# completley new to this!!!



## upmybracket (Sep 8, 2006)

hello all, i am very new to this, although i have kept stick insects in the past i know this is a totally different ball game. my name is matt, i am 20 and live in nottingham, uk. i currently havn't bought a mantis because i am deciding on which to get. i have found a starter kit on the web which comes with either a giant asian or africna mantis and essentials such as tank, heater etc. i have a few queries i would like to put up there so get ready for some dumb questions uv probably all been asked before.

how are they at travelling? i know they are sent in the post but after settin up its habitat am i able to take it with him in it maybe an hour journey to university?

alsdo, i read a post on how none of u handle ur pet, i am going to be handling mine all the time! i read it gets used to you after a while and handling no lionger becomes a problem.

which mantis do u think i shud start with and what are the best places to get fomr?

thanks, any help wud be much appreciated.

matt


----------



## Ian (Sep 8, 2006)

Hi Matt,

Welcome to the forum!

Firstly, mantids are great at travelling.

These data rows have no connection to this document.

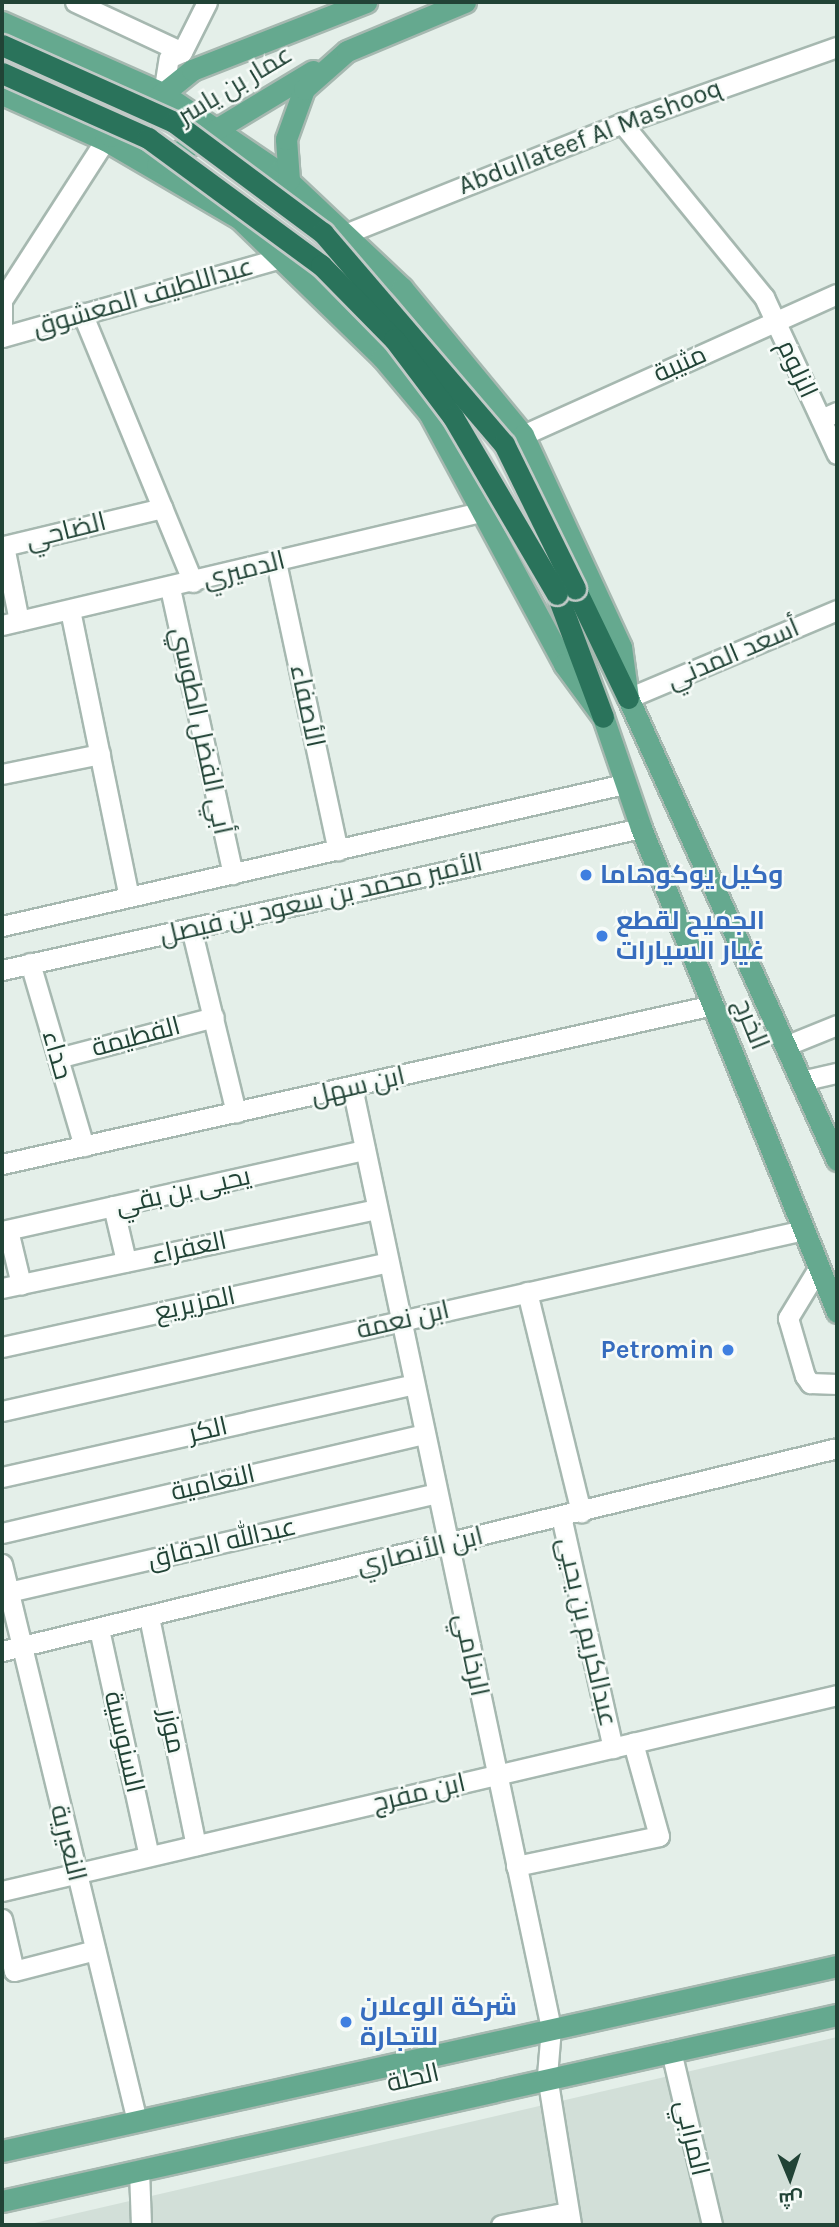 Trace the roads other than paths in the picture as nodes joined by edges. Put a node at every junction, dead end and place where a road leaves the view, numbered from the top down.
1 (75, 2) edge
2 (207, 2) edge
3 (366, 2) edge
4 (465, 2) edge
5 (2, 22) edge
6 (2, 45) edge
7 (837, 47) edge
8 (347, 51) junction
9 (181, 52) junction
10 (2, 73) edge
11 (2, 94) edge
12 (163, 94) junction
13 (622, 123) junction
14 (216, 129) junction
15 (105, 140) junction
16 (153, 168) junction
17 (289, 180) junction
18 (345, 234) junction
19 (284, 257) junction
20 (837, 294) edge
21 (82, 313) junction
22 (776, 322) junction
23 (2, 337) edge
24 (829, 415) edge
25 (523, 435) junction
26 (837, 454) edge
27 (162, 508) junction
28 (486, 511) junction
29 (276, 562) junction
30 (193, 582) junction
31 (170, 588) junction
32 (566, 591) junction
33 (70, 610) junction
34 (837, 610) edge
35 (10, 623) edge
36 (628, 698) junction
37 (603, 718) junction
38 (100, 754) junction
39 (2, 774) edge
40 (624, 785) junction
41 (640, 828) junction
42 (338, 850) junction
43 (233, 874) junction
44 (129, 897) junction
45 (2, 926) edge
46 (191, 928) junction
47 (30, 963) junction
48 (2, 970) edge
49 (713, 1005) junction
50 (214, 1017) junction
51 (837, 1025) edge
52 (785, 1046) junction
53 (58, 1058) junction
54 (837, 1073) edge
55 (801, 1080) junction
56 (352, 1087) junction
57 (236, 1113) junction
58 (84, 1146) junction
59 (365, 1150) junction
60 (3, 1160) edge
61 (837, 1160) edge
62 (113, 1206) junction
63 (377, 1209) junction
64 (804, 1230) junction
65 (5, 1231) edge
66 (126, 1261) junction
67 (388, 1262) junction
68 (819, 1267) junction
69 (11, 1286) edge
70 (527, 1292) junction
71 (837, 1312) edge
72 (400, 1320) junction
73 (2, 1347) edge
74 (414, 1384) junction
75 (837, 1384) edge
76 (2, 1411) edge
77 (424, 1434) junction
78 (837, 1448) edge
79 (2, 1477) edge
80 (437, 1493) junction
81 (581, 1511) junction
82 (561, 1516) junction
83 (2, 1533) edge
84 (447, 1545) junction
85 (2, 1564) edge
86 (8, 1592) junction
87 (149, 1617) junction
88 (99, 1629) junction
89 (10, 1649) edge
90 (837, 1695) edge
91 (633, 1743) junction
92 (613, 1748) junction
93 (496, 1775) junction
94 (196, 1845) junction
95 (149, 1856) junction
96 (516, 1866) junction
97 (76, 1873) junction
98 (2, 1891) edge
99 (2, 1919) edge
100 (95, 1950) junction
101 (837, 1966) edge
102 (837, 2015) edge
103 (551, 2028) junction
104 (671, 2051) junction
105 (547, 2076) junction
106 (138, 2121) junction
107 (2, 2151) edge
108 (139, 2170) junction
109 (2, 2201) edge
110 (569, 2218) edge
111 (141, 2225) edge
112 (501, 2225) edge
113 (712, 2225) edge

1 - 9 street
2 - 9 street
3 - 12 main road, عمار بن ياسر
4 - 8 main road, عمار بن ياسر
5 - 12 main road
6 - 32 highway, bridge
7 - 13 street, Abdullateef Al Mashooq
8 - 14 main road, عمار بن ياسر
8 - 17 main road, عمار بن ياسر
9 - 12 street
10 - 32 highway, bridge
11 - 15 main road, الخرج
12 - 14 main road
12 - 15 main road, عمار بن ياسر
13 - 18 street, Abdullateef Al Mashooq
13 - 22 street, الزلوم
14 - 16 main road, عمار بن ياسر
14 - 17 main road
15 - 16 main road, الخرج
15 - 23 street
16 - 19 main road, الخرج
17 - 18 main road
18 - 25 main road
19 - 21 street, عبداللطيف المعشوق
19 - 28 main road, الخرج
20 - 22 street, مثيبة
21 - 23 street, عبداللطيف المعشوق
21 - 27 street
22 - 24 street, الزلوم
22 - 25 street, مثيبة
24 - 26 street, الزلوم
25 - 36 main road
27 - 30 street
27 - 35 street, الضاحي
28 - 29 street, الدميري
28 - 37 main road, الخرج
29 - 30 street, الدميري
29 - 42 street, الأصفاء
30 - 31 street, الدميري
31 - 33 street, الدميري
31 - 43 street, أبي الفضل الطوسي
32 - 36 highway
32 - 37 highway
33 - 35 street, الدميري
33 - 38 street
34 - 36 street, أسعد المدني
36 - 52 main road
37 - 40 main road, الخرج
38 - 39 street
38 - 44 street
40 - 41 main road, الخرج
40 - 42 street, الأمير محمد بن سعود بن فيصل
41 - 46 street, الأمير محمد بن سعود بن فيصل
41 - 49 main road, الخرج
42 - 43 street, الأمير محمد بن سعود بن فيصل
43 - 44 street, الأمير محمد بن سعود بن فيصل
44 - 45 street, الأمير محمد بن سعود بن فيصل
46 - 47 street, الأمير محمد بن سعود بن فيصل
46 - 50 street
47 - 48 street, الأمير محمد بن سعود بن فيصل
47 - 53 street, حداء
49 - 56 street, ابن سهل
49 - 64 main road, الخرج
50 - 53 street, الفطيمة
50 - 57 street
51 - 52 street
52 - 55 main road
53 - 58 street, حداء
54 - 55 street
55 - 61 main road
56 - 57 street, ابن سهل
56 - 59 street, الرخامي
57 - 58 street, ابن سهل
58 - 60 street, ابن سهل
59 - 62 street, يحيى بن بقي
59 - 63 street, الرخامي
62 - 65 street, يحيى بن بقي
62 - 66 street
63 - 66 street, العفراء
63 - 67 street, الرخامي
64 - 68 main road, الخرج
64 - 70 street, ابن نعمة
65 - 69 street
66 - 69 street, العفراء
67 - 72 street, الرخامي
67 - 73 street, المزيريع
68 - 71 main road, الخرج
68 - 75 street
70 - 72 street, ابن نعمة
70 - 81 street, عبدالكريم بن يحيى
72 - 74 street, الرخامي
72 - 76 street, ابن نعمة
74 - 77 street, الرخامي
74 - 79 street, الكر
77 - 80 street, الرخامي
77 - 83 street, النعامية
78 - 81 street, ابن الأنصاري
80 - 84 street, الرخامي
80 - 86 street, عبدالله الدقاق
81 - 82 street, ابن الأنصاري
82 - 84 street, ابن الأنصاري
82 - 92 street, عبدالكريم بن يحيى
84 - 87 street, ابن الأنصاري
84 - 93 street, الرخامي
85 - 86 street, النعيرية
86 - 89 street, النعيرية
87 - 88 street, ابن الأنصاري
87 - 94 street, موزر
88 - 89 street, ابن الأنصاري
88 - 95 street, السنوسية
89 - 97 street, النعيرية
90 - 91 street, ابن مفرج
91 - 92 street, ابن مفرج
91 - 96 street, عبدالكريم بن يحيى
92 - 93 street, ابن مفرج
93 - 94 street, ابن مفرج
93 - 96 street, الرخامي
94 - 95 street, ابن مفرج
95 - 97 street, ابن مفرج
96 - 103 street, الرخامي
97 - 98 street, ابن مفرج
97 - 100 street, النعيرية
99 - 100 street
100 - 106 street, النعيرية
101 - 103 main road, الحلة
102 - 104 main road, الحلة
103 - 105 street, الرخامي
103 - 106 main road, الحلة
104 - 105 main road, الحلة
104 - 113 street, المرابي
105 - 108 main road, الحلة
105 - 110 street, الرخامي
106 - 107 main road, الحلة
108 - 109 main road, الحلة
108 - 111 street
110 - 112 street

I get species in from various places around the world, which can take around 5-6 days to arrive, and they survive that fine. So, a trip to uni would not be a problem at all!

Handling wise, it depends what species you are getting. Like you say, an Asian _(Hierodula sp.)_ or and African _(Sphodromantis sp)_ are pne of the best species to get for a starter, and will tollerate handling.

Also, I think you (along with the majority of beginners in the hobby) might have been drawn into buying a starter kit, that is totalyl overpriced? The majority I see for sale online certainly are! All you need is to purchase a smallish tank (at least 3 times the height of an adult mantis, to allow room for successful shedding, and obviosuly room to roam). These can be picked up for around £5 from stores such as Wilkinsons. Then all you will need is some branches, some other foliage if you like, and obviously the mantis (which you can almost certainly pick up for under £10). What size mantis was it you were looking for?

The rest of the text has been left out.